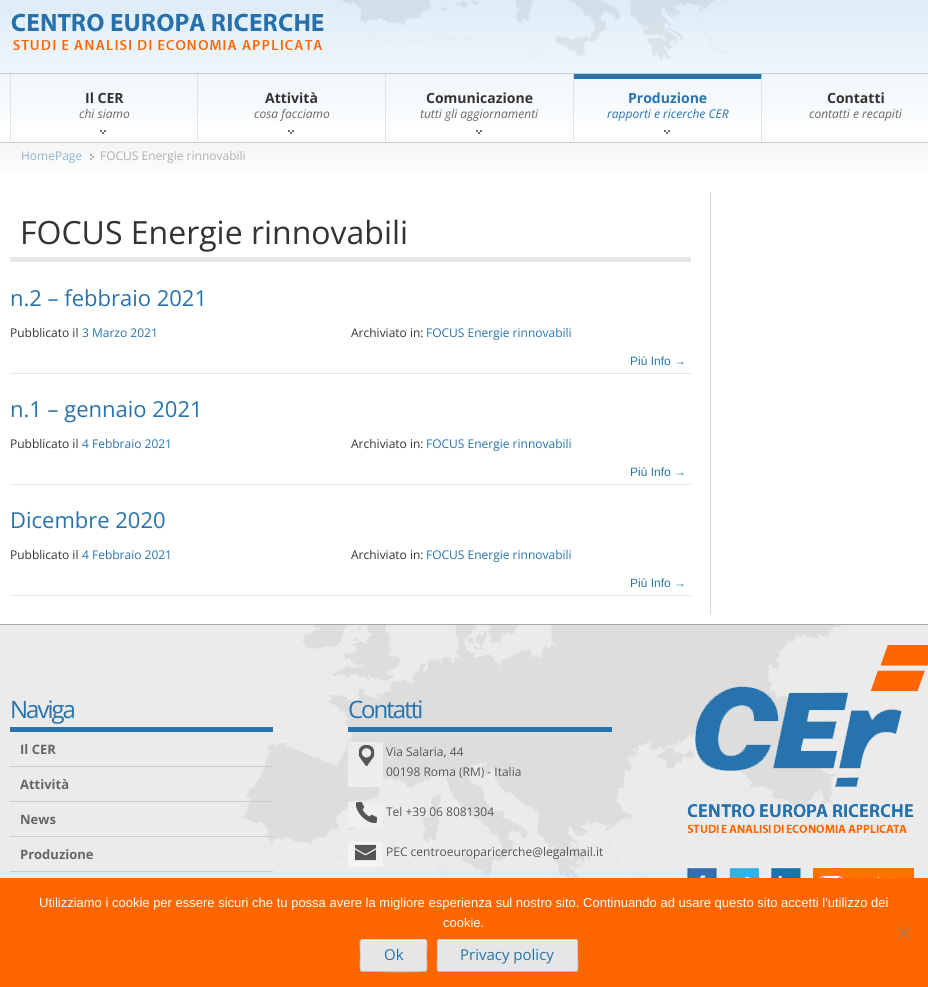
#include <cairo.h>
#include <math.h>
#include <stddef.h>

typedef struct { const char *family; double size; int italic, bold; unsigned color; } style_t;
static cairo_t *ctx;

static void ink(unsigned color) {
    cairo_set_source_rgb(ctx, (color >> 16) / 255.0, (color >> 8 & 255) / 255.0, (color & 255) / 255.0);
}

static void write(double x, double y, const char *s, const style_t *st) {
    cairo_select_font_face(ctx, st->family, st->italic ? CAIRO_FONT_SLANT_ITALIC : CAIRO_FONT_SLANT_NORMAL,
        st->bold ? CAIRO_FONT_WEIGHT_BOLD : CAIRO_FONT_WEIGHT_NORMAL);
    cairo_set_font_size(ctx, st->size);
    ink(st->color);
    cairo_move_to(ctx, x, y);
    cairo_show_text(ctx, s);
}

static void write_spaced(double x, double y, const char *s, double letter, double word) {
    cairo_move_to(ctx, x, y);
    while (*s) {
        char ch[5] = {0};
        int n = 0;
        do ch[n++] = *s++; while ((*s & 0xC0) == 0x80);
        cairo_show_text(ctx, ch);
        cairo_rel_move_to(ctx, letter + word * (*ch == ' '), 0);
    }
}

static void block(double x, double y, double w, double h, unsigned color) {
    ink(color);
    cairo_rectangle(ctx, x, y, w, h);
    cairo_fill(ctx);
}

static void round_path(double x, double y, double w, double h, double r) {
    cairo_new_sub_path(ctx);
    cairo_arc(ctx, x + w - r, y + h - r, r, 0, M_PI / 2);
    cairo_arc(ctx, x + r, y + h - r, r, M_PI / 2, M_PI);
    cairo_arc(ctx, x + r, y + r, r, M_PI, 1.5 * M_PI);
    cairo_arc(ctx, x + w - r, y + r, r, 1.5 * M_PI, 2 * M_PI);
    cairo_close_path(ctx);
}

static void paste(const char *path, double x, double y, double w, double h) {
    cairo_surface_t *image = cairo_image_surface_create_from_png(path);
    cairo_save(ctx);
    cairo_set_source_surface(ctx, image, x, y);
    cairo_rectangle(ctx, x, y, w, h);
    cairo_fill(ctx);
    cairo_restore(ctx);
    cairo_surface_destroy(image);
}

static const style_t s1 = {"Open Sans", 14, 0, 1, 0x333333};
static const style_t s2 = {"Open Sans", 12, 1, 0, 0x666666};
static const style_t s3 = {"Open Sans", 14, 0, 1, 0x2773ad};
static const style_t s4 = {"Open Sans", 12, 1, 0, 0x2773ad};
static const style_t s5 = {"Open Sans", 12, 0, 0, 0x90b6d3};
static const style_t s6 = {"Open Sans", 12, 0, 0, 0xafafaf};
static const style_t s7 = {"Open Sans", 32, 0, 0, 0x333333};
static const style_t s8 = {"Open Sans", 22, 0, 0, 0x2773ad};
static const style_t s9 = {"Open Sans", 12, 0, 0, 0x333333};
static const style_t s10 = {"Open Sans", 12, 0, 0, 0x2773ad};
static const style_t s11 = {"Liberation Sans", 12, 0, 0, 0x2773ad};
static const style_t s12 = {"Open Sans", 13, 0, 1, 0x666666};
static const style_t s13 = {"Open Sans", 12, 0, 0, 0x555555};
static const style_t s14 = {"Liberation Sans", 13, 0, 0, 0xffffff};
static const style_t s15 = {"Open Sans", 15, 0, 0, 0x2773ad};

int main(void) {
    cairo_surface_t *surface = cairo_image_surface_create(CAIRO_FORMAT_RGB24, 928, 987);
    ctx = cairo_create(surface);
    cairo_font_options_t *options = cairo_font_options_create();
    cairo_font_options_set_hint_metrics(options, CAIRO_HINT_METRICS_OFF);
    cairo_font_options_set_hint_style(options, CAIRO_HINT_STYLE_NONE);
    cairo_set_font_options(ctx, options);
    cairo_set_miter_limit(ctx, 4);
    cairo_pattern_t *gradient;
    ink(0xffffff);
    cairo_paint(ctx);
    gradient = cairo_pattern_create_linear(464, -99, 464, 136);
    cairo_pattern_add_color_stop_rgba(gradient, 0, 0.773, 0.871, 0.949, 1);
    cairo_pattern_add_color_stop_rgba(gradient, 1, 1, 1, 1, 1);
    cairo_set_source(ctx, gradient);
    cairo_pattern_destroy(gradient);
    cairo_rectangle(ctx, 0, 0, 928, 126);
    cairo_fill(ctx);
    paste("pic1.png", 340, 0, 388, 60);
    paste("pic2.png", 11, 13, 313, 37);
    block(0, 73, 928, 1, 0xcccccc);
    block(0, 142, 928, 1, 0xcccccc);
    cairo_new_path(ctx);
    cairo_move_to(ctx, 197.5, 74);
    cairo_line_to(ctx, 197.5, 141);
    cairo_set_line_width(ctx, 1);
    cairo_set_dash(ctx, (double[]){1, 1}, 2, 0);
    cairo_stroke(ctx);
    cairo_new_path(ctx);
    cairo_move_to(ctx, 10.5, 74);
    cairo_line_to(ctx, 10.5, 141);
    cairo_stroke(ctx);
    write(85, 103, "Il CER", &s1);
    write(79, 118, "chi siamo", &s2);
    paste("pic3.png", 100, 130, 6, 4);
    cairo_new_path(ctx);
    cairo_move_to(ctx, 385.5, 74);
    cairo_line_to(ctx, 385.5, 141);
    ink(0xcccccc);
    cairo_stroke(ctx);
    write(265, 103, "Attività", &s1);
    write(254, 118, "cosa facciamo", &s2);
    paste("pic3.png", 288, 130, 6, 4);
    cairo_new_path(ctx);
    cairo_move_to(ctx, 573.5, 74);
    cairo_line_to(ctx, 573.5, 141);
    ink(0xcccccc);
    cairo_stroke(ctx);
    write(426, 103, "Comunicazione", &s1);
    write(420, 118, "tutti gli aggiornamenti", &s2);
    paste("pic3.png", 476, 130, 6, 4);
    ink(0x2773ad);
    cairo_new_path(ctx);
    cairo_move_to(ctx, 574, 74);
    cairo_line_to(ctx, 762, 74);
    cairo_line_to(ctx, 761, 79);
    cairo_line_to(ctx, 574, 79);
    cairo_close_path(ctx);
    cairo_fill(ctx);
    cairo_new_path(ctx);
    cairo_move_to(ctx, 761.5, 74);
    cairo_line_to(ctx, 761.5, 141);
    ink(0xcccccc);
    cairo_stroke(ctx);
    write(628, 103, "Produzione", &s3);
    write(607, 118, "rapporti e ricerche CER", &s4);
    paste("pic3.png", 664, 130, 6, 4);
    write(827, 103, "Contatti", &s1);
    write(809, 118, "contatti e recapiti", &s2);
    gradient = cairo_pattern_create_linear(464, 143, 464, 183);
    cairo_pattern_add_color_stop_rgba(gradient, 0, 0.961, 0.961, 0.961, 1);
    cairo_pattern_add_color_stop_rgba(gradient, 1, 1, 1, 1, 1);
    cairo_set_source(ctx, gradient);
    cairo_pattern_destroy(gradient);
    cairo_rectangle(ctx, 0, 143, 928, 30);
    cairo_fill(ctx);
    gradient = cairo_pattern_create_linear(464, 143, 464, 183);
    cairo_pattern_add_color_stop_rgba(gradient, 0, 0.98, 0.98, 0.98, 1);
    cairo_pattern_add_color_stop_rgba(gradient, 1, 1, 1, 1, 1);
    cairo_set_source(ctx, gradient);
    cairo_pattern_destroy(gradient);
    cairo_rectangle(ctx, 10, 143, 1, 30);
    cairo_fill(ctx);
    write(21, 160, "HomePage", &s5);
    paste("pic4.png", 90, 154, 4, 6);
    write(100, 160, "FOCUS Energie rinnovabili", &s6);
    block(710, 192, 1, 422, 0xd4d4d4);
    block(10, 257, 681, 5, 0xe6e6e6);
    write(20, 244, "FOCUS Energie rinnovabili", &s7);
    block(10, 373, 681, 1, 0xe6e6e6);
    write(10, 306, "n.2 – febbraio 2021", &s8);
    write(10, 337, "Pubblicato il", &s9);
    write(82, 337, "3 Marzo 2021", &s10);
    write(351, 337, "Archiviato in:", &s9);
    write(426, 337, "FOCUS Energie rinnovabili", &s10);
    write(630, 365, "Più Info →", &s11);
    block(10, 484, 681, 1, 0xe6e6e6);
    write(10, 417, "n.1 – gennaio 2021", &s8);
    write(10, 448, "Pubblicato il", &s9);
    write(82, 448, "4 Febbraio 2021", &s10);
    write(351, 448, "Archiviato in:", &s9);
    write(426, 448, "FOCUS Energie rinnovabili", &s10);
    write(630, 476, "Più Info →", &s11);
    block(10, 595, 681, 1, 0xe6e6e6);
    write(10, 528, "Dicembre 2020", &s8);
    write(10, 559, "Pubblicato il", &s9);
    write(82, 559, "4 Febbraio 2021", &s10);
    write(351, 559, "Archiviato in:", &s9);
    write(426, 559, "FOCUS Energie rinnovabili", &s10);
    write(630, 587, "Più Info →", &s11);
    block(0, 625, 928, 253, 0xebebeb);
    paste("pic5.png", 242, 625, 606, 253);
    block(0, 624, 928, 1, 0xa7a7a7);
    block(10, 727, 263, 5, 0x2773ad);
    cairo_select_font_face(ctx, "Open Sans", CAIRO_FONT_SLANT_NORMAL, CAIRO_FONT_WEIGHT_NORMAL);
    cairo_set_font_size(ctx, 24);
    write_spaced(10, 718, "Naviga", -2, 0);
    block(10, 766, 263, 1, 0xcccccc);
    write(20, 754, "Il CER", &s12);
    block(10, 801, 263, 1, 0xcccccc);
    write(20, 789, "Attività", &s12);
    block(10, 836, 263, 1, 0xcccccc);
    write(20, 824, "News", &s12);
    block(10, 871, 263, 1, 0xcccccc);
    write(20, 859, "Produzione", &s12);
    block(348, 727, 264, 5, 0x2773ad);
    cairo_select_font_face(ctx, "Open Sans", CAIRO_FONT_SLANT_NORMAL, CAIRO_FONT_WEIGHT_NORMAL);
    cairo_set_font_size(ctx, 24);
    write_spaced(348, 718, "Contatti", -2, 0);
    paste("pic6.png", 348, 742, 35, 45);
    write(386, 756, "Via Salaria, 44", &s13);
    write(386, 776, "00198 Roma (RM) - Italia", &s13);
    paste("pic7.png", 348, 802, 35, 25);
    write(386, 816, "Tel +39 06 8081304", &s13);
    paste("pic8.png", 348, 842, 35, 25);
    write(386, 856, "PEC centroeuroparicerche@legalmail.it", &s13);
    paste("pic9.png", 687, 645, 241, 188);
    paste("pic10.png", 687, 868, 30, 10);
    paste("pic11.png", 729, 868, 30, 10);
    paste("pic12.png", 771, 868, 30, 10);
    paste("pic13.png", 813, 868, 101, 10);
    block(0, 878, 928, 109, 0xff6600);
    write(39, 907, "Utilizziamo i cookie per essere sicuri che tu possa avere la migliore esperienza sul nostro sito. Continuando ad usare questo sito accetti l'utilizzo dei", &s14);
    write(443, 927, "cookie.", &s14);
    ink(0xc07340);
    cairo_new_path(ctx);
    cairo_move_to(ctx, 908.5, 926.5);
    cairo_line_to(ctx, 910, 928);
    cairo_line_to(ctx, 899.5, 939);
    cairo_line_to(ctx, 898, 937.5);
    cairo_close_path(ctx);
    cairo_fill(ctx);
    cairo_new_path(ctx);
    cairo_move_to(ctx, 898, 928);
    cairo_line_to(ctx, 899.5, 926.5);
    cairo_line_to(ctx, 910, 937.5);
    cairo_line_to(ctx, 908.5, 939);
    cairo_close_path(ctx);
    cairo_fill(ctx);
    ink(0xe6e6e6);
    round_path(360, 939, 67, 33, 3);
    cairo_fill(ctx);
    ink(0xf3f3f3);
    cairo_new_path(ctx);
    cairo_move_to(ctx, 363, 941);
    cairo_line_to(ctx, 425, 941);
    cairo_line_to(ctx, 426, 943);
    cairo_curve_to(ctx, 426, 937, 418, 940, 414, 940);
    cairo_line_to(ctx, 373, 940);
    cairo_curve_to(ctx, 369, 940, 361, 937, 361, 943);
    cairo_curve_to(ctx, 361, 942, 362, 941, 363, 941);
    cairo_close_path(ctx);
    cairo_fill(ctx);
    cairo_new_path(ctx);
    cairo_move_to(ctx, 426, 971);
    cairo_line_to(ctx, 425.5, 971);
    cairo_curve_to(ctx, 423.5, 972.5, 379, 971.5, 373, 971.5);
    cairo_line_to(ctx, 363, 971.5);
    cairo_line_to(ctx, 361, 971);
    ink(0xbbbbbb);
    cairo_set_dash(ctx, NULL, 0, 0);
    cairo_stroke(ctx);
    cairo_new_path(ctx);
    cairo_move_to(ctx, 361, 971);
    cairo_curve_to(ctx, 359.5, 969, 360.5, 958, 360.5, 955.5);
    cairo_curve_to(ctx, 360.5, 937.5, 356.5, 939.5, 373, 939.5);
    cairo_line_to(ctx, 414, 939.5);
    cairo_curve_to(ctx, 430.5, 939.5, 426.5, 937.5, 426.5, 955.5);
    cairo_curve_to(ctx, 426.5, 958, 427.5, 969, 426, 971);
    ink(0xcccccc);
    cairo_stroke(ctx);
    write(384, 960, "Ok", &s15);
    ink(0xe6e6e6);
    round_path(437, 939, 141, 33, 3);
    cairo_fill(ctx);
    ink(0xf3f3f3);
    cairo_new_path(ctx);
    cairo_move_to(ctx, 440, 941);
    cairo_line_to(ctx, 575, 941);
    cairo_curve_to(ctx, 576, 941, 577, 942, 577, 943);
    cairo_curve_to(ctx, 577, 942, 577, 940, 575, 940);
    cairo_line_to(ctx, 440, 940);
    cairo_curve_to(ctx, 438, 940, 438, 942, 438, 943);
    cairo_curve_to(ctx, 438, 942, 439, 941, 440, 941);
    cairo_close_path(ctx);
    cairo_fill(ctx);
    cairo_new_path(ctx);
    cairo_move_to(ctx, 577, 971);
    cairo_line_to(ctx, 575, 971.5);
    cairo_line_to(ctx, 440, 971.5);
    cairo_line_to(ctx, 438, 971);
    ink(0xbbbbbb);
    cairo_stroke(ctx);
    cairo_new_path(ctx);
    cairo_move_to(ctx, 438, 971);
    cairo_curve_to(ctx, 436.5, 969, 437.5, 958, 437.5, 955.5);
    cairo_line_to(ctx, 437.5, 946.5);
    cairo_curve_to(ctx, 437.5, 944.5, 436.5, 939.5, 440, 939.5);
    cairo_line_to(ctx, 575, 939.5);
    cairo_curve_to(ctx, 578.5, 939.5, 577.5, 944.5, 577.5, 946.5);
    cairo_line_to(ctx, 577.5, 955.5);
    cairo_curve_to(ctx, 577.5, 958, 578.5, 969, 577, 971);
    ink(0xcccccc);
    cairo_stroke(ctx);
    write(460, 960, "Privacy policy", &s15);
    cairo_surface_write_to_png(surface, "screenshot.png");
    cairo_font_options_destroy(options);
    cairo_destroy(ctx);
    cairo_surface_destroy(surface);
    return 0;
}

- _Brief_
Print exactly the lines of the listing above starting at the line containing "cairo_surface_destroy(image);" and ending at the line containing "cairo_pattern_t *gradient;", both included.

- _Finished task_
    cairo_surface_destroy(image);
}

static const style_t s1 = {"Open Sans", 14, 0, 1, 0x333333};
static const style_t s2 = {"Open Sans", 12, 1, 0, 0x666666};
static const style_t s3 = {"Open Sans", 14, 0, 1, 0x2773ad};
static const style_t s4 = {"Open Sans", 12, 1, 0, 0x2773ad};
static const style_t s5 = {"Open Sans", 12, 0, 0, 0x90b6d3};
static const style_t s6 = {"Open Sans", 12, 0, 0, 0xafafaf};
static const style_t s7 = {"Open Sans", 32, 0, 0, 0x333333};
static const style_t s8 = {"Open Sans", 22, 0, 0, 0x2773ad};
static const style_t s9 = {"Open Sans", 12, 0, 0, 0x333333};
static const style_t s10 = {"Open Sans", 12, 0, 0, 0x2773ad};
static const style_t s11 = {"Liberation Sans", 12, 0, 0, 0x2773ad};
static const style_t s12 = {"Open Sans", 13, 0, 1, 0x666666};
static const style_t s13 = {"Open Sans", 12, 0, 0, 0x555555};
static const style_t s14 = {"Liberation Sans", 13, 0, 0, 0xffffff};
static const style_t s15 = {"Open Sans", 15, 0, 0, 0x2773ad};

int main(void) {
    cairo_surface_t *surface = cairo_image_surface_create(CAIRO_FORMAT_RGB24, 928, 987);
    ctx = cairo_create(surface);
    cairo_font_options_t *options = cairo_font_options_create();
    cairo_font_options_set_hint_metrics(options, CAIRO_HINT_METRICS_OFF);
    cairo_font_options_set_hint_style(options, CAIRO_HINT_STYLE_NONE);
    cairo_set_font_options(ctx, options);
    cairo_set_miter_limit(ctx, 4);
    cairo_pattern_t *gradient;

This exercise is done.